- [Directions for this task]: Search the material for "hand" and copy each line in which it is found.

- [The input]:
* * * * * * *
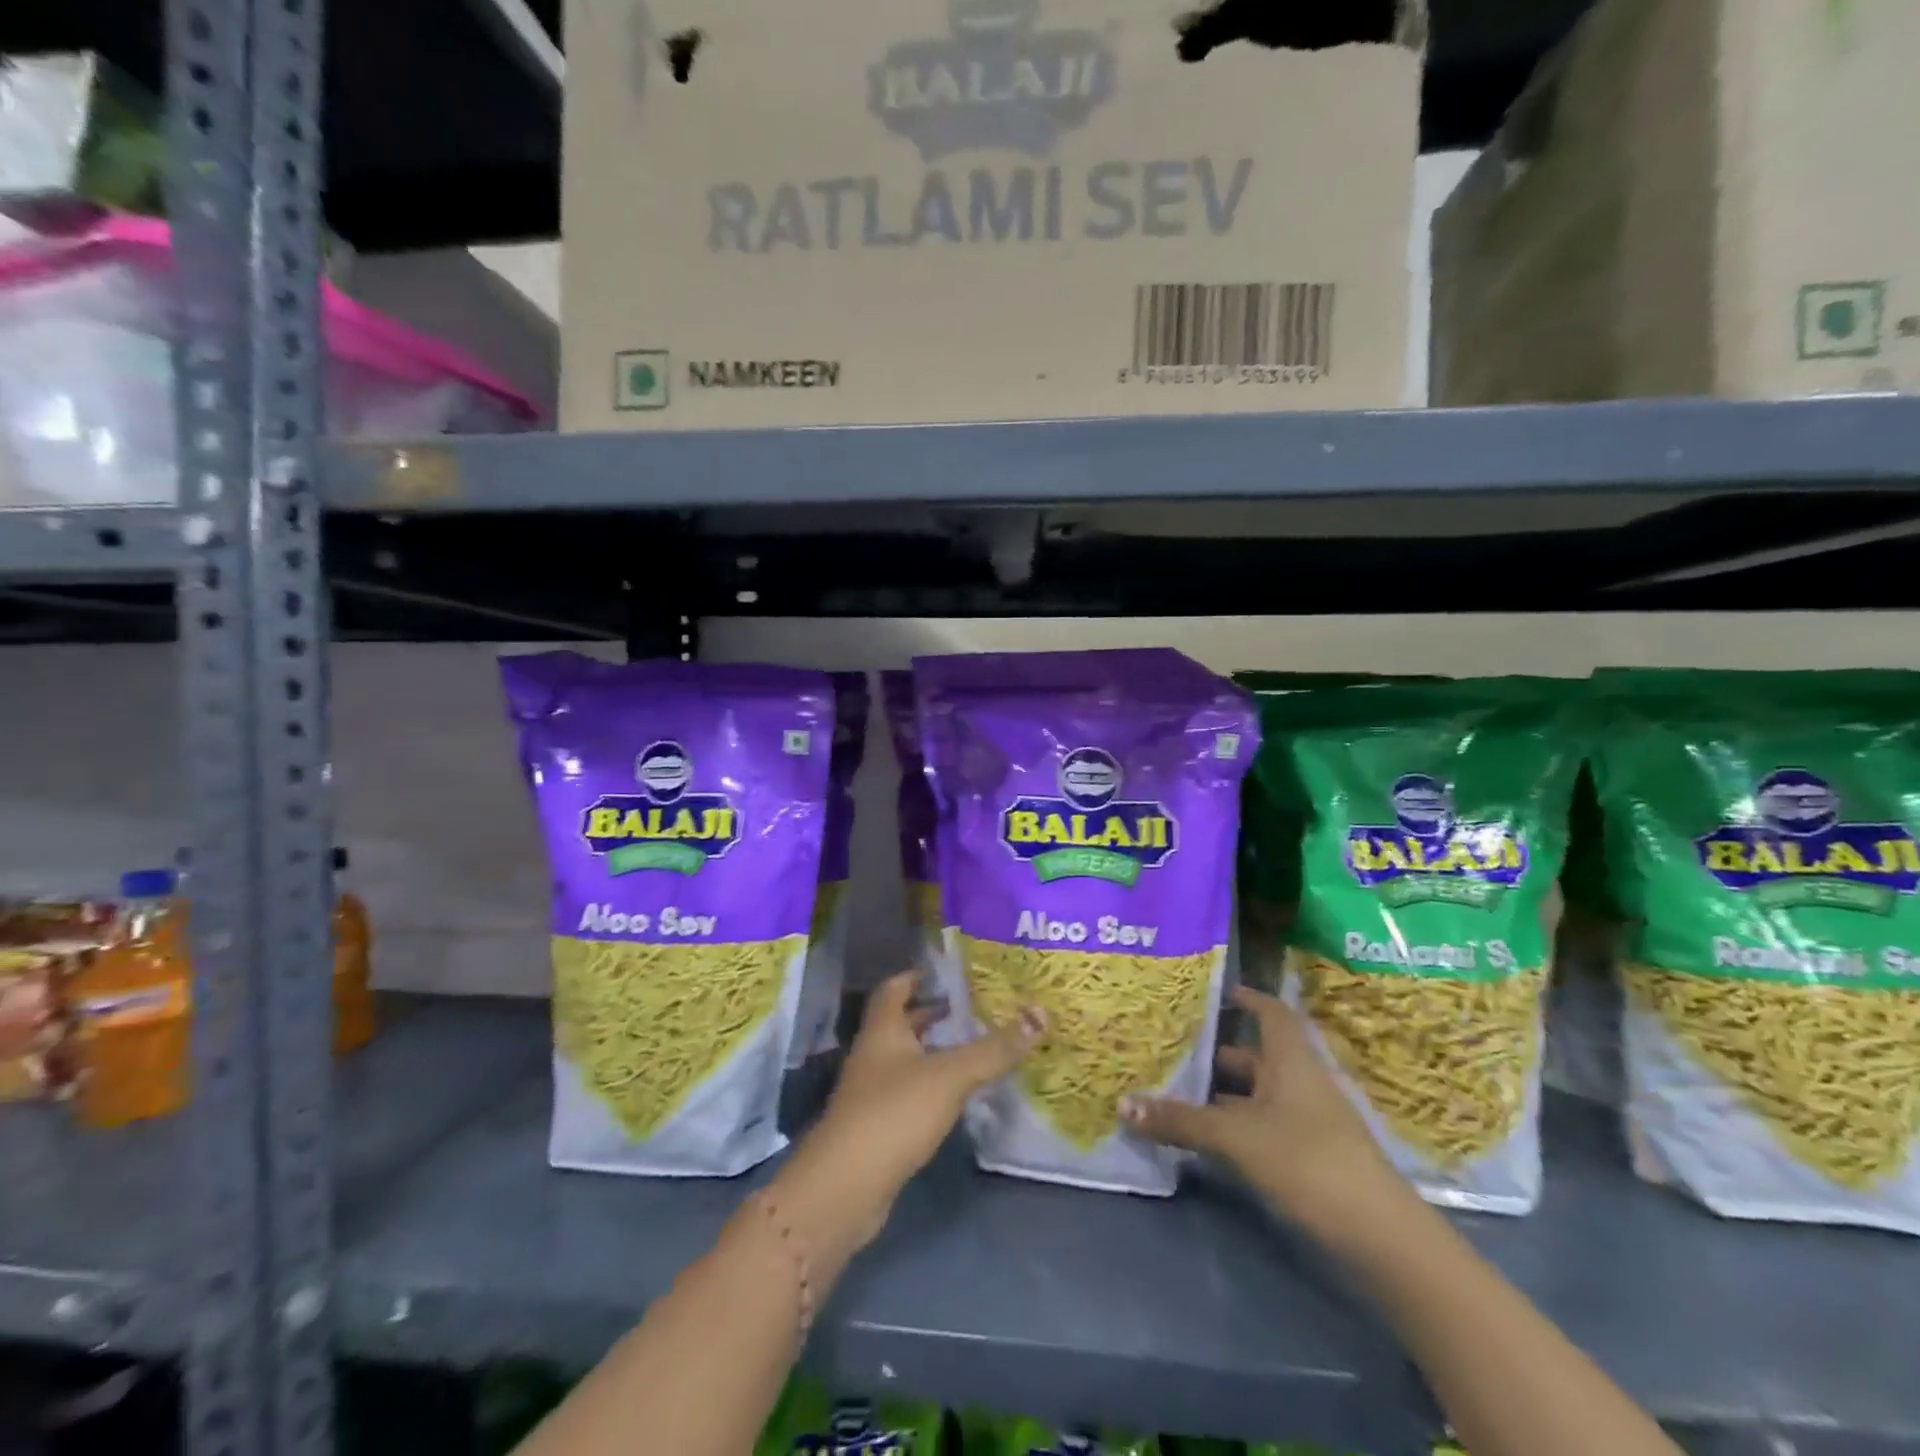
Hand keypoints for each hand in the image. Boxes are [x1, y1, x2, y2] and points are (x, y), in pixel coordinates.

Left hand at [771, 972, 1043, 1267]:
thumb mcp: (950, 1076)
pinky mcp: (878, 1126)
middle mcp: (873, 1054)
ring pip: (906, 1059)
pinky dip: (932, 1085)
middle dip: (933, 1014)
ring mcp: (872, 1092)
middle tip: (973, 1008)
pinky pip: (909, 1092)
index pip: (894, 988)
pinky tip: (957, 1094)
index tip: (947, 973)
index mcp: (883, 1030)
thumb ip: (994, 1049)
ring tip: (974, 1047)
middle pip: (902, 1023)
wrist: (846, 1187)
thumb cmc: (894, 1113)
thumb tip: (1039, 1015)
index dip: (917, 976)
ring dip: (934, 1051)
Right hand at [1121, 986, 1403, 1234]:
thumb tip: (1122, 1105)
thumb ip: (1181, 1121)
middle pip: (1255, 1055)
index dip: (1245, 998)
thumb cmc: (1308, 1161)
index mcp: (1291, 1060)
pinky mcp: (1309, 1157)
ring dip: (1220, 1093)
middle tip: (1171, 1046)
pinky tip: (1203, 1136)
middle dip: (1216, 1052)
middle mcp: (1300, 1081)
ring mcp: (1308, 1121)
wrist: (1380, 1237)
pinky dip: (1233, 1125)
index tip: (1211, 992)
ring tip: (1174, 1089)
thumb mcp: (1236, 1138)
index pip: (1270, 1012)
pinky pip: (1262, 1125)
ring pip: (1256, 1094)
* * * * * * *
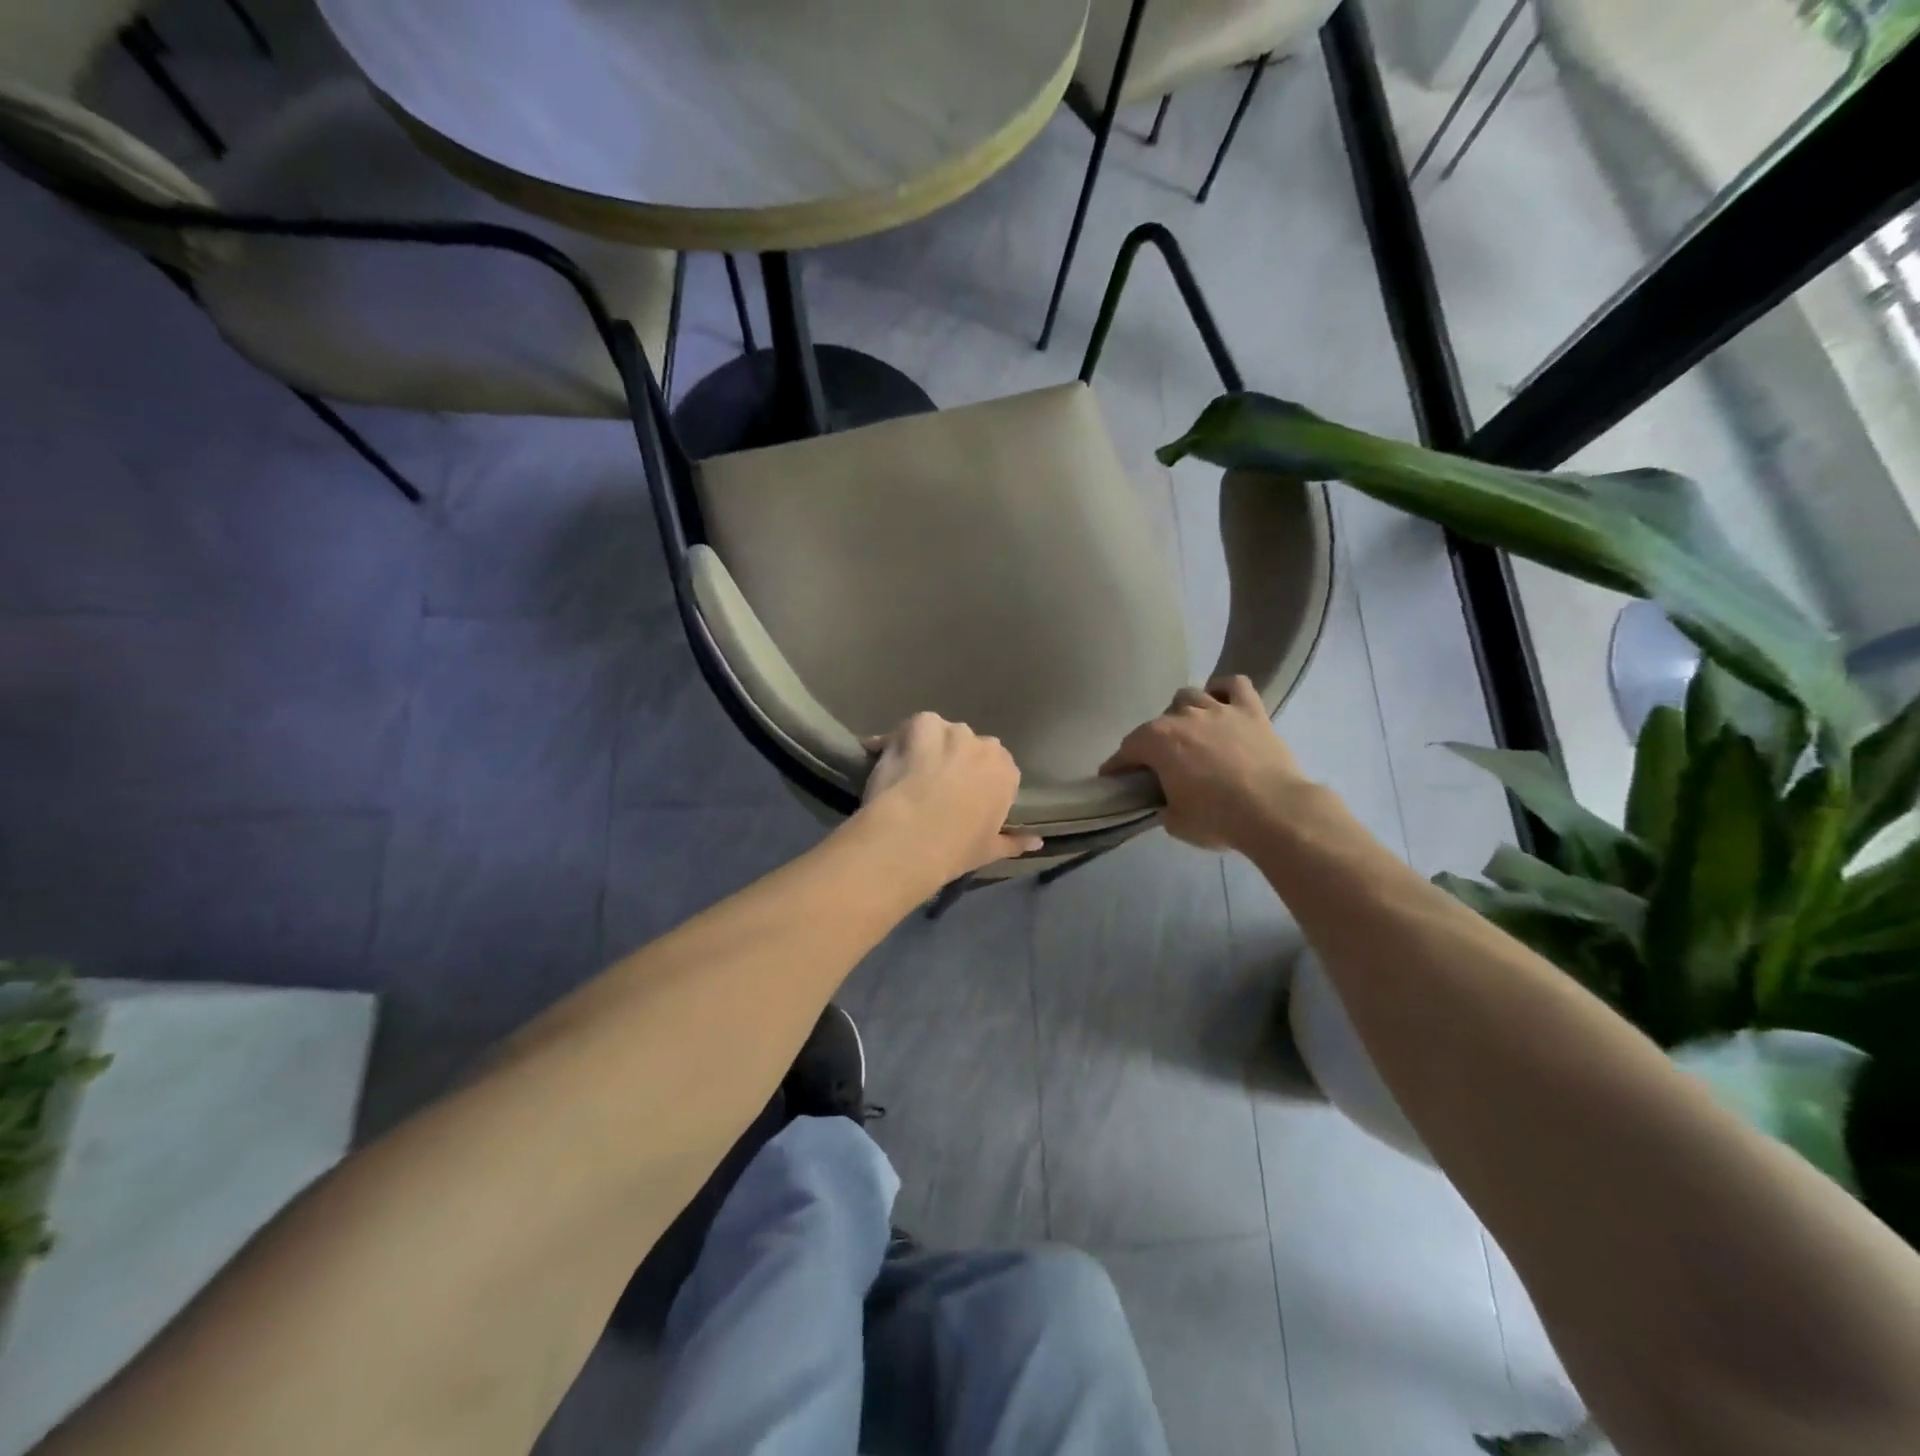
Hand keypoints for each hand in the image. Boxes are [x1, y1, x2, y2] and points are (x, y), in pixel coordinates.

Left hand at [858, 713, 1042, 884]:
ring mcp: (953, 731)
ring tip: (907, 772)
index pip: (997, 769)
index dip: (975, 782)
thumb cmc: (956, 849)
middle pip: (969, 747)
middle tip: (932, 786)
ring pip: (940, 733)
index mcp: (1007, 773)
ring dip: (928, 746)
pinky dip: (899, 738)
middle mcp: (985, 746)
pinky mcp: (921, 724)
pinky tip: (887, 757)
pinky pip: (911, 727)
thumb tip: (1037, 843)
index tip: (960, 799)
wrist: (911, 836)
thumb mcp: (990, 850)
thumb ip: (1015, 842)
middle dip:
* * * * * * *
- [Task answer]:
Hand keypoints for each hand in the image. Boxes are [x1, y1, x2, y2] and points are (x, y), in pixel coordinates.
Left hand at [771, 972, 1043, 1267]:
Right hand at [1121, 986, 1403, 1234]:
Hand keypoints for each hand in the image. Boxes are [x1, y1, x2, y2] and points are (x, y), in pixel coordinates.
Left hand at [858, 713, 1042, 884]:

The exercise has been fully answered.